→ **Aim of the exercise**:
From the entries provided below, copy each line that contains the word "dead".

++++ Given data ++++

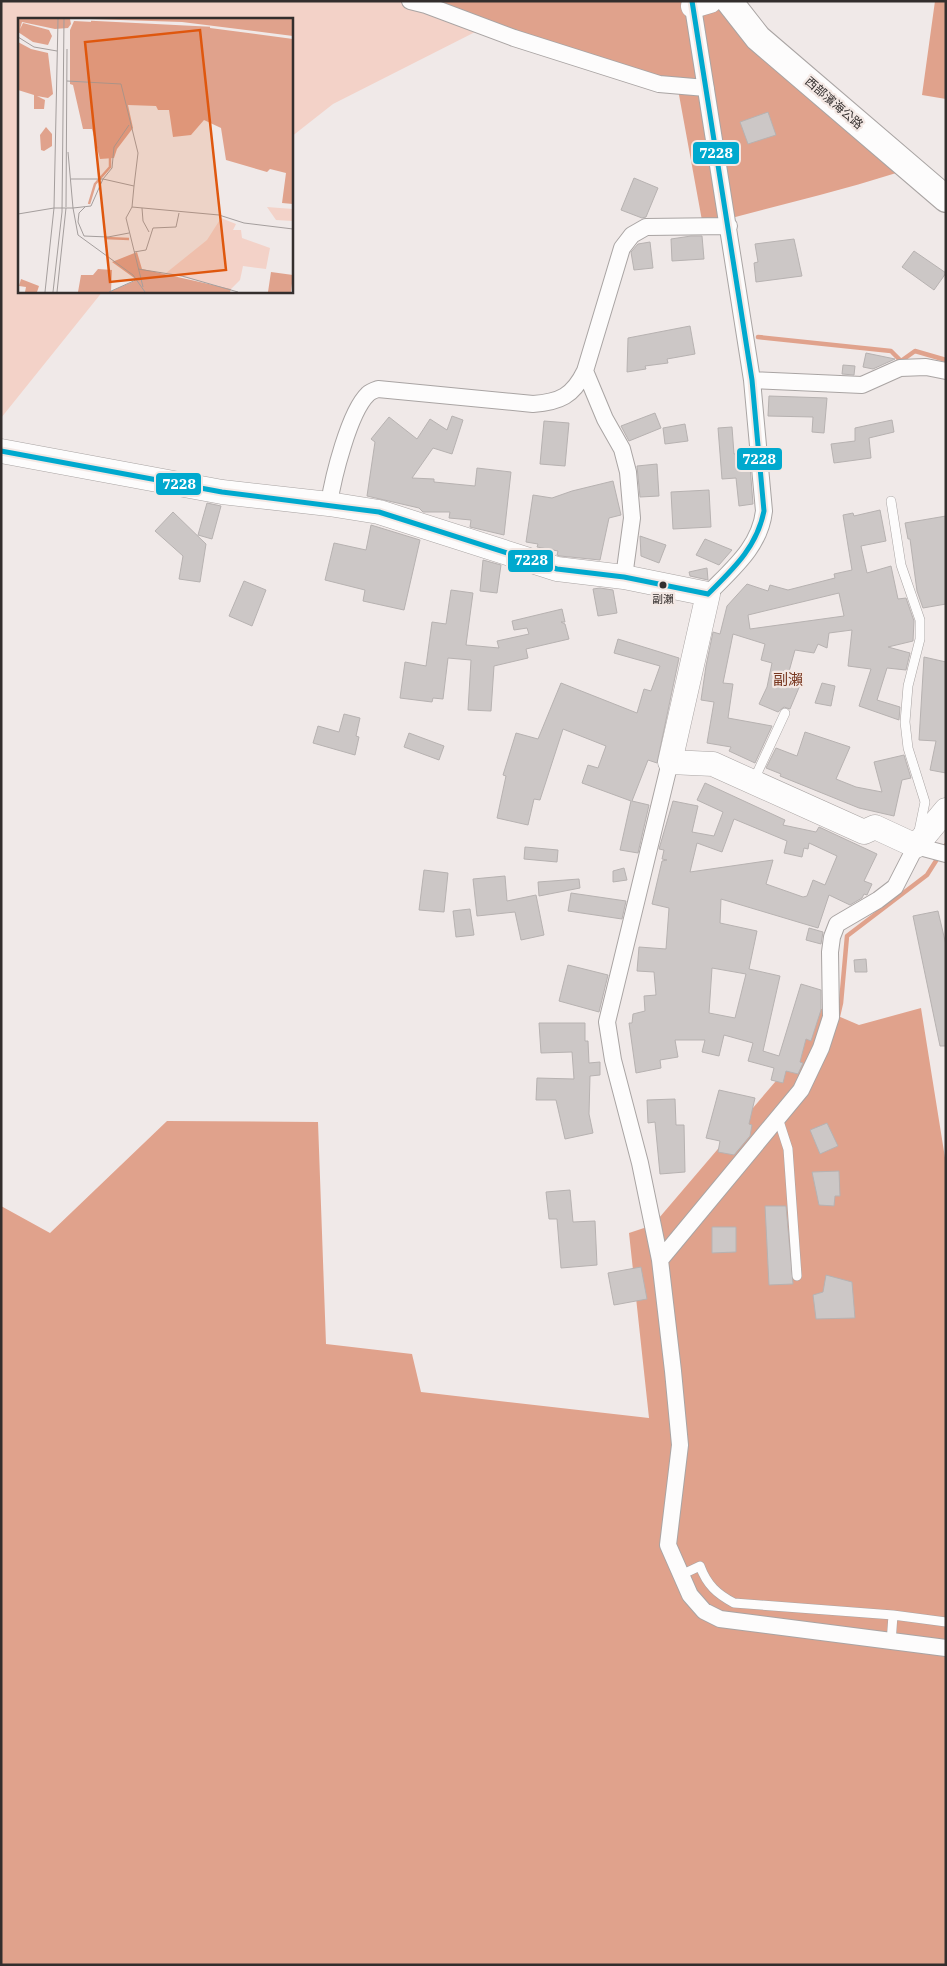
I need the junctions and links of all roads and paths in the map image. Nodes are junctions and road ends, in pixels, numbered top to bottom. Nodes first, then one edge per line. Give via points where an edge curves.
1 (410, 1) edge
2 (730, 1) edge
3 (698, 3) edge
4 (706, 88) junction
5 (946, 199) edge
6 (729, 226) junction
7 (585, 370) junction
8 (946, 372) edge
9 (752, 380) junction
10 (1, 451) edge
11 (891, 502) dead end
12 (329, 504) junction
13 (624, 577) junction
14 (708, 594) junction
15 (785, 713) dead end
16 (670, 762) junction
17 (753, 782) junction
18 (946, 810) edge
19 (916, 846) junction
20 (944, 854) edge
21 (778, 1120) junction
22 (660, 1260) junction
23 (797, 1276) dead end
24 (679, 1567) junction
25 (893, 1616) junction
26 (946, 1622) edge
27 (891, 1637) junction
28 (946, 1648) edge

1 - 4 street via 659,84
2 - 5 main road, 西部濱海公路 via 758,38
3 - 4 street
4 - 6 street
6 - 7 street via 646,227 632,235 622,248
6 - 9 street
7 - 12 street via 567,395 555,402 533,404 378,389 368,393 333,475
7 - 13 street via 605,419 622,449 628,472 632,518
8 - 9 street via 900,368 862,385
9 - 14 street via 764,511 762,528 752,546
10 - 12 street via 222,492
11 - 19 lane via 901,565 920,620 920,639 908,686 905,722 908,748 925,802
12 - 13 street via 379,512 557,569
13 - 14 street
14 - 16 street
15 - 17 lane
16 - 17 street via 713,764
16 - 22 street via 607,1022
17 - 19 street via 864,832 875,827
18 - 19 street
19 - 20 street
19 - 21 street via 896,886 837,924 830,952 831,1017 821,1048 801,1090
21 - 22 street
21 - 23 lane via 788,1149
22 - 24 street via 680,1445 668,1545
24 - 25 lane via 699,1566 717,1594 734,1603
24 - 27 street via 696,1604 720,1619
25 - 26 lane
25 - 27 lane
27 - 28 street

++++

→ **Exercise response**:
11 (891, 502) dead end
15 (785, 713) dead end
23 (797, 1276) dead end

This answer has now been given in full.